╔══

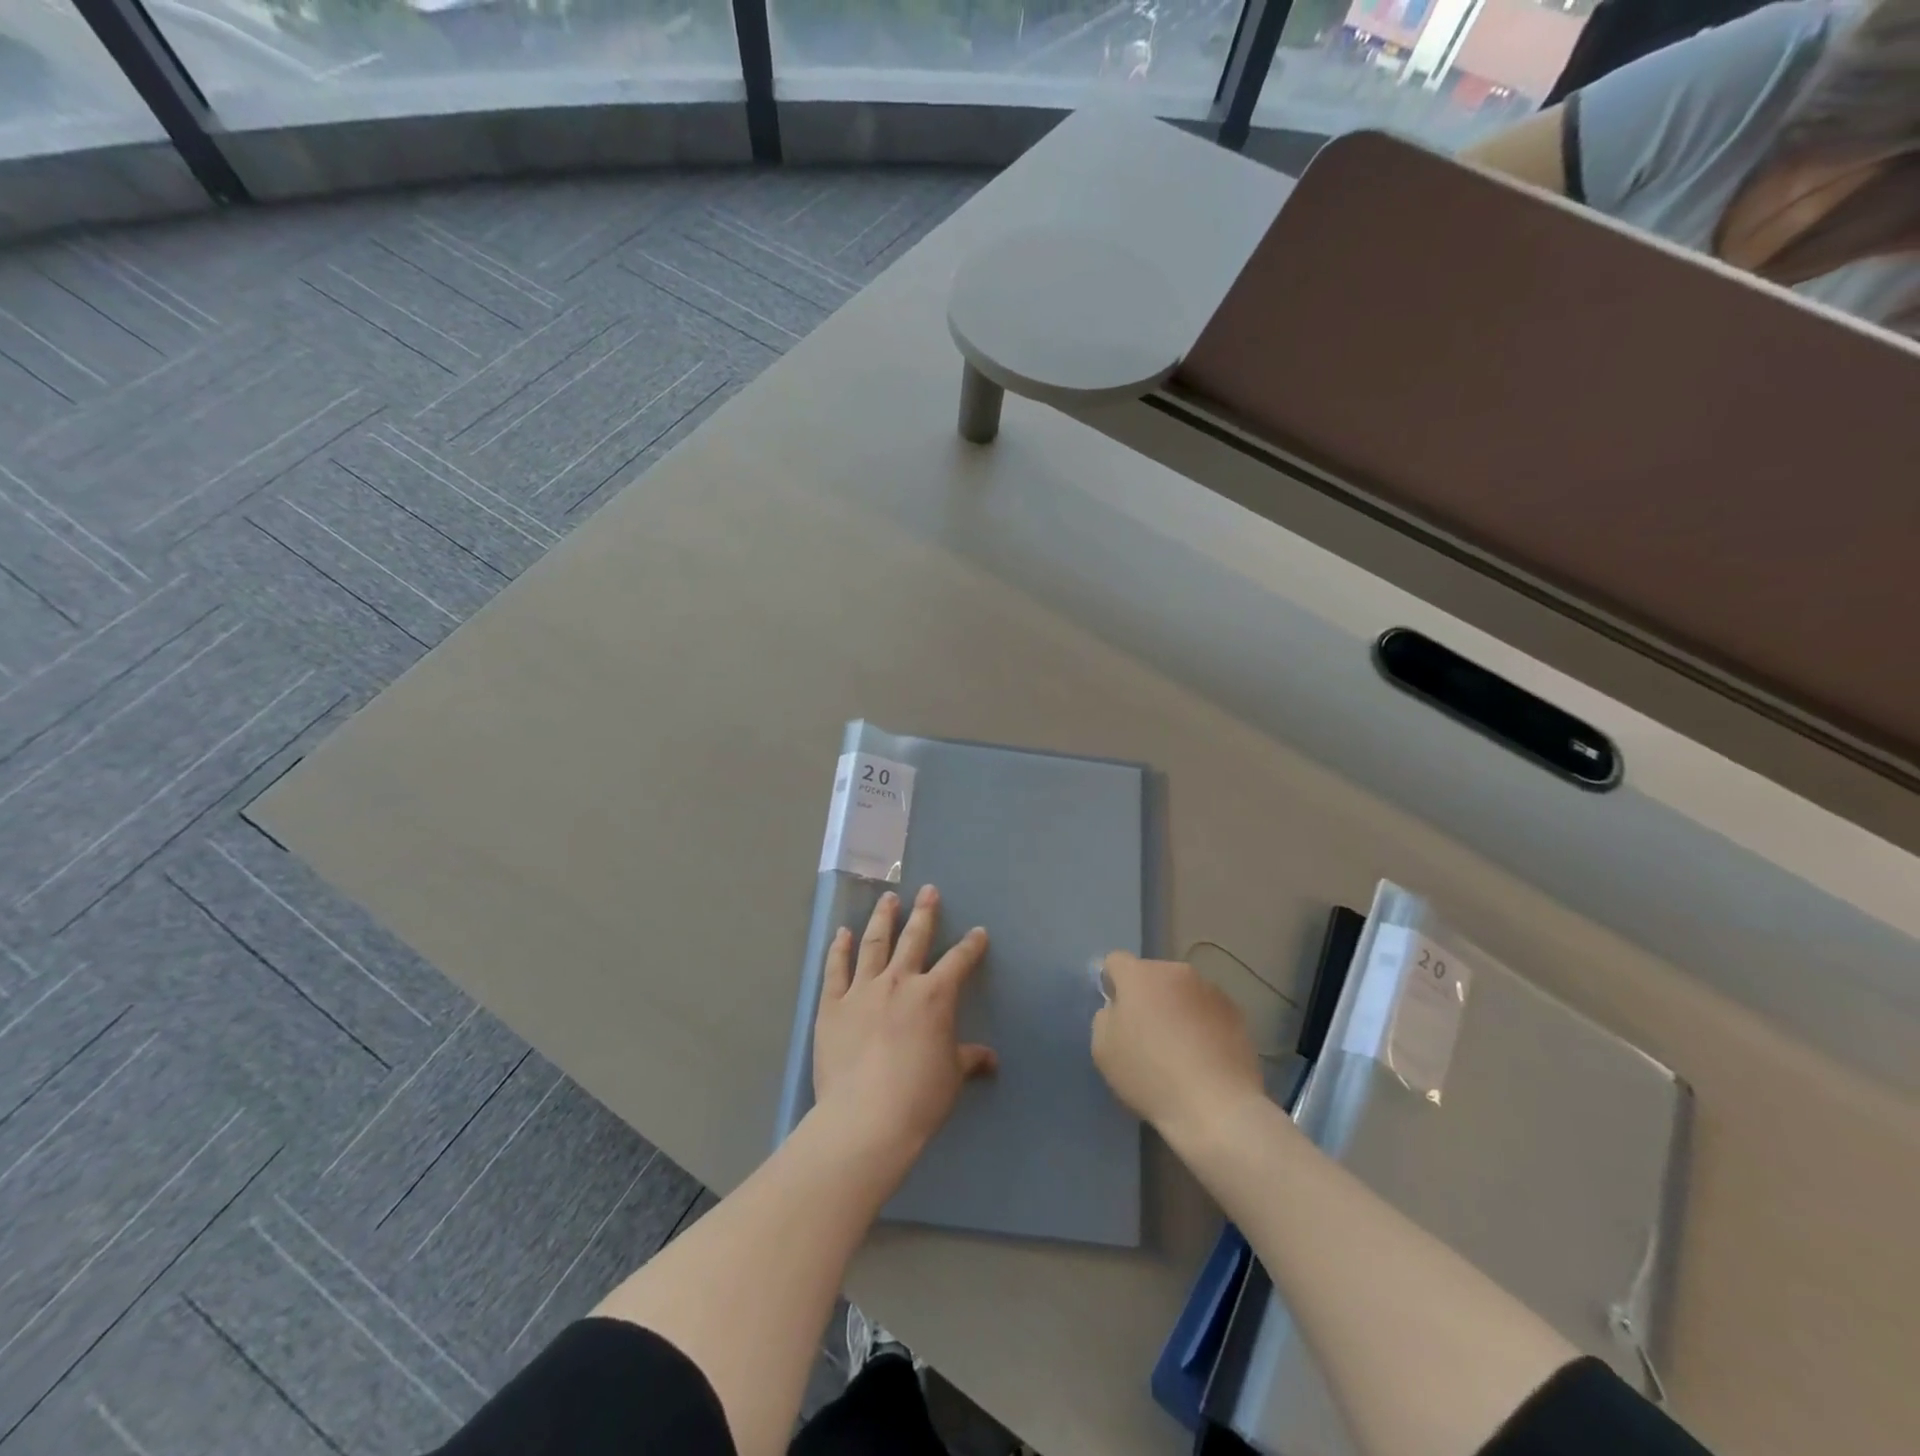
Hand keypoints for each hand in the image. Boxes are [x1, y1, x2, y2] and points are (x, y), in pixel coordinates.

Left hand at [813, 885, 996, 1159]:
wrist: (866, 1117)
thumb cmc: (919, 1097)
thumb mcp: (952, 1076)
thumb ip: (969, 1059)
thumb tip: (990, 1058)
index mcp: (934, 996)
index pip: (959, 961)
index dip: (971, 945)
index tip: (978, 932)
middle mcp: (899, 982)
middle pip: (914, 938)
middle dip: (924, 912)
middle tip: (928, 890)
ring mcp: (863, 989)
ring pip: (874, 943)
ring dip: (883, 918)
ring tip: (888, 898)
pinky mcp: (833, 1004)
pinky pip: (836, 969)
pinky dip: (839, 949)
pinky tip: (842, 933)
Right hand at [1091, 952, 1263, 1143]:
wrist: (1216, 1107)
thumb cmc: (1150, 1075)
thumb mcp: (1103, 1049)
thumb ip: (1105, 1018)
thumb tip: (1119, 1009)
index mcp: (1139, 975)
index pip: (1115, 961)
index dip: (1111, 984)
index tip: (1116, 1014)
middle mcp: (1176, 972)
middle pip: (1152, 976)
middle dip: (1147, 997)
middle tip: (1146, 1035)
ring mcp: (1210, 990)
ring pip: (1182, 992)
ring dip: (1176, 1009)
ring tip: (1180, 1050)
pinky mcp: (1237, 1013)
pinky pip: (1208, 1011)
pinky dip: (1202, 1025)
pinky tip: (1204, 1058)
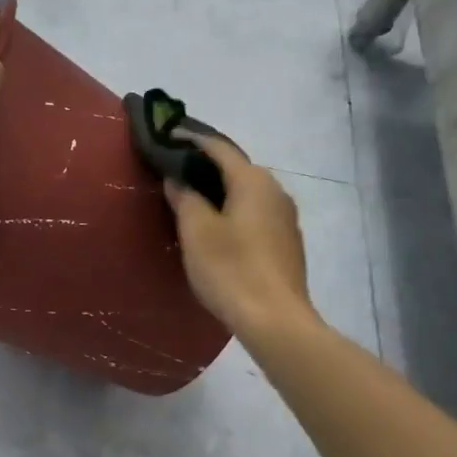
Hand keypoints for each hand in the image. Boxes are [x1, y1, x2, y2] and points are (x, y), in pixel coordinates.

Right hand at [164, 133, 316, 335]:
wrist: (275, 319)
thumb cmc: (231, 269)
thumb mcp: (196, 231)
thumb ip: (185, 198)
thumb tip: (177, 178)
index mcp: (253, 180)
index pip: (219, 148)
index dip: (192, 140)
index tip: (168, 136)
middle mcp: (275, 190)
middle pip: (237, 168)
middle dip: (207, 166)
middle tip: (177, 170)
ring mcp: (286, 217)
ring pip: (248, 192)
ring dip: (222, 190)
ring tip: (194, 198)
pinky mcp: (288, 241)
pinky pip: (257, 213)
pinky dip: (235, 210)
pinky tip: (220, 226)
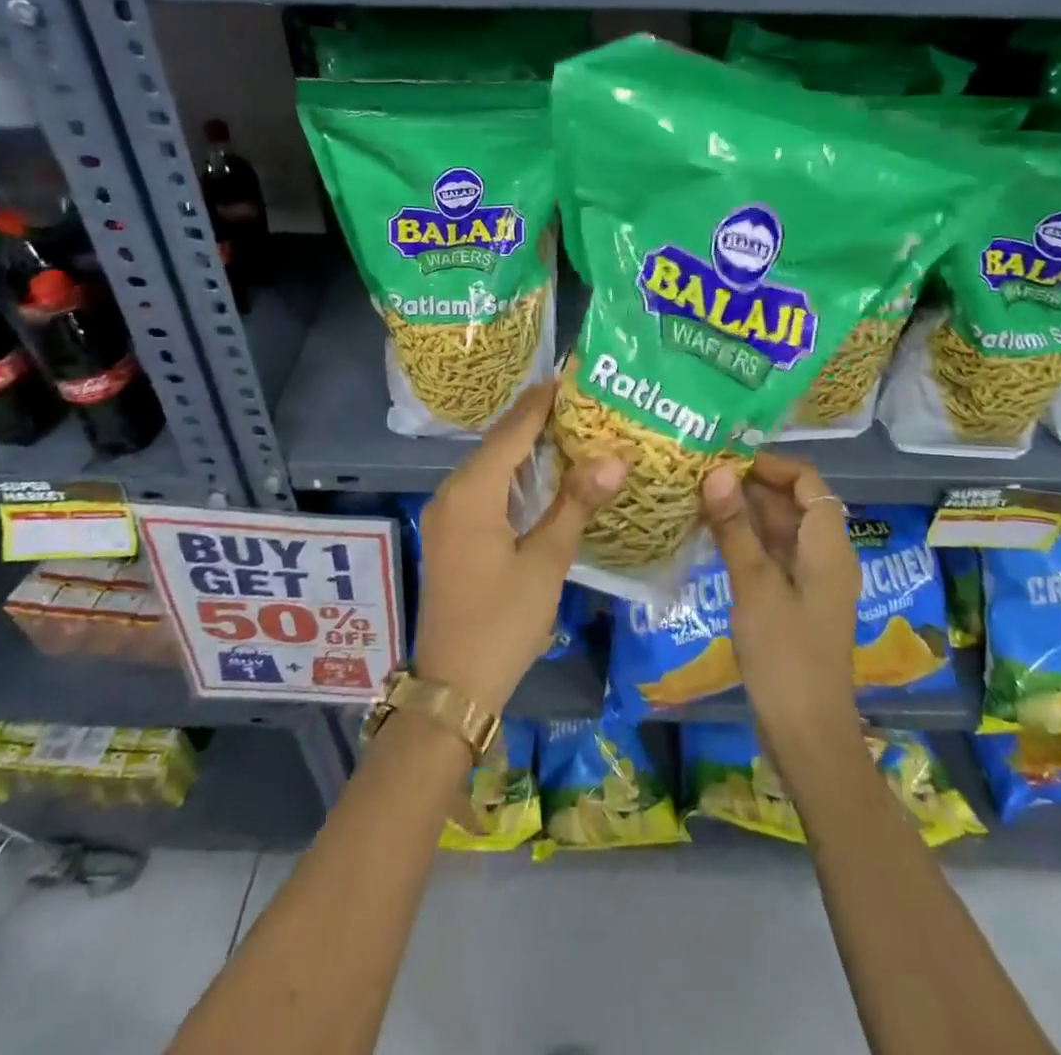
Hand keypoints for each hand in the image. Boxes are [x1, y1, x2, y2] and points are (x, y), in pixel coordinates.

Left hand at [414, 382, 627, 716]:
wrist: (453, 686)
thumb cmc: (502, 623)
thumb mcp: (545, 562)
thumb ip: (575, 505)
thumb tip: (614, 459)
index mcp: (472, 492)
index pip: (512, 430)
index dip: (542, 401)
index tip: (573, 374)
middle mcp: (452, 492)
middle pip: (498, 442)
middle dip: (537, 419)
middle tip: (583, 399)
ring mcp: (447, 513)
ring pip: (490, 465)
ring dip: (526, 446)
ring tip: (571, 427)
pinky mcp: (451, 532)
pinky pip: (484, 487)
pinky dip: (514, 474)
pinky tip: (543, 473)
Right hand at [702, 453, 860, 754]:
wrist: (807, 733)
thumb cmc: (786, 655)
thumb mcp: (755, 586)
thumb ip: (735, 528)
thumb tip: (716, 473)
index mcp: (828, 546)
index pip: (807, 482)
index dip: (771, 464)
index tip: (726, 457)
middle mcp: (825, 555)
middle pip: (793, 503)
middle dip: (751, 485)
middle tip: (701, 474)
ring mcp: (811, 580)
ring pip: (780, 529)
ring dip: (746, 512)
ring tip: (699, 496)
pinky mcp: (795, 601)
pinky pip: (773, 555)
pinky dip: (747, 540)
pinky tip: (712, 535)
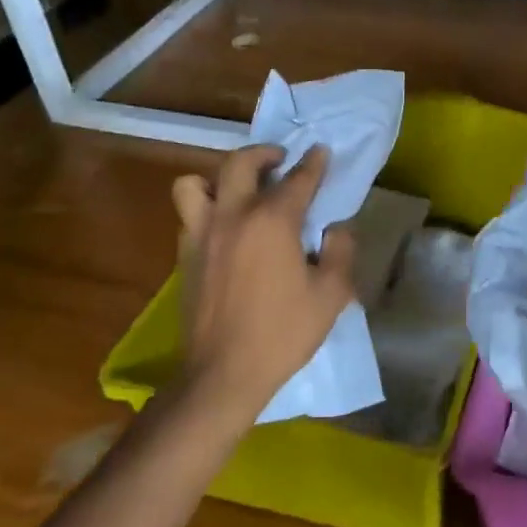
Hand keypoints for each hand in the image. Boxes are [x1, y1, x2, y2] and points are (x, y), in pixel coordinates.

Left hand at [170, 145, 356, 422]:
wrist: (223, 375)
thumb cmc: (283, 333)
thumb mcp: (331, 294)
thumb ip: (340, 251)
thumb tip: (336, 229)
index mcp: (272, 221)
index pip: (297, 178)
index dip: (314, 162)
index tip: (321, 151)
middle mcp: (233, 215)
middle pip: (240, 163)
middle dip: (263, 153)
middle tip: (280, 160)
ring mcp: (202, 234)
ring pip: (196, 183)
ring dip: (220, 177)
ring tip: (241, 190)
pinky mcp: (185, 256)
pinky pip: (190, 214)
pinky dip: (207, 208)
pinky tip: (227, 227)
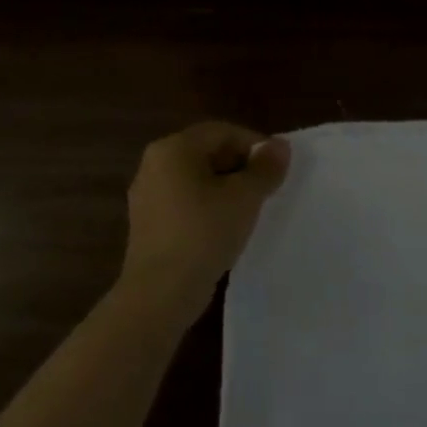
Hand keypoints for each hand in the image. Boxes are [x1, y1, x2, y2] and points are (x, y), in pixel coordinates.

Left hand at [121, 122, 290, 320]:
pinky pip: (184, 202)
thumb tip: (280, 145)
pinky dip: (207, 207)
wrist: (160, 293)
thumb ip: (265, 167)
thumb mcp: (245, 197)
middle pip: (208, 153)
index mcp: (174, 148)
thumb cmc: (204, 233)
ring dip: (225, 188)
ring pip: (197, 179)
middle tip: (267, 188)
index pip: (222, 132)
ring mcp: (146, 195)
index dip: (255, 145)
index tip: (277, 168)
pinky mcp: (147, 224)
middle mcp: (154, 164)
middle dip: (240, 167)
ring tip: (250, 209)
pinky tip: (225, 228)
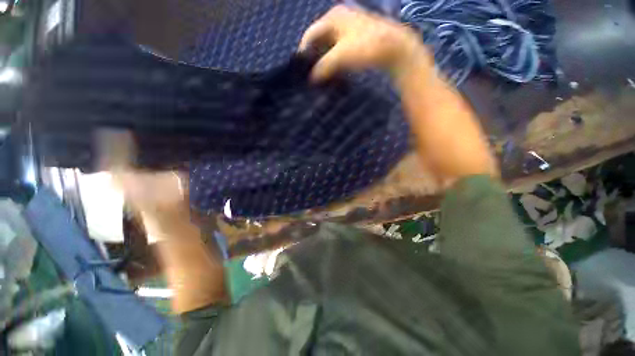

╚══

» **EXERCISE AIM**
From the data above, gather every line that includes the word "Right".

» **RESULT FOR THIS EXERCISE**
Right hand at [1091, 952, 1263, 1143]:
Right hand at [164, 133, 316, 335]:
Right hand at [702, 453, 860, 754]:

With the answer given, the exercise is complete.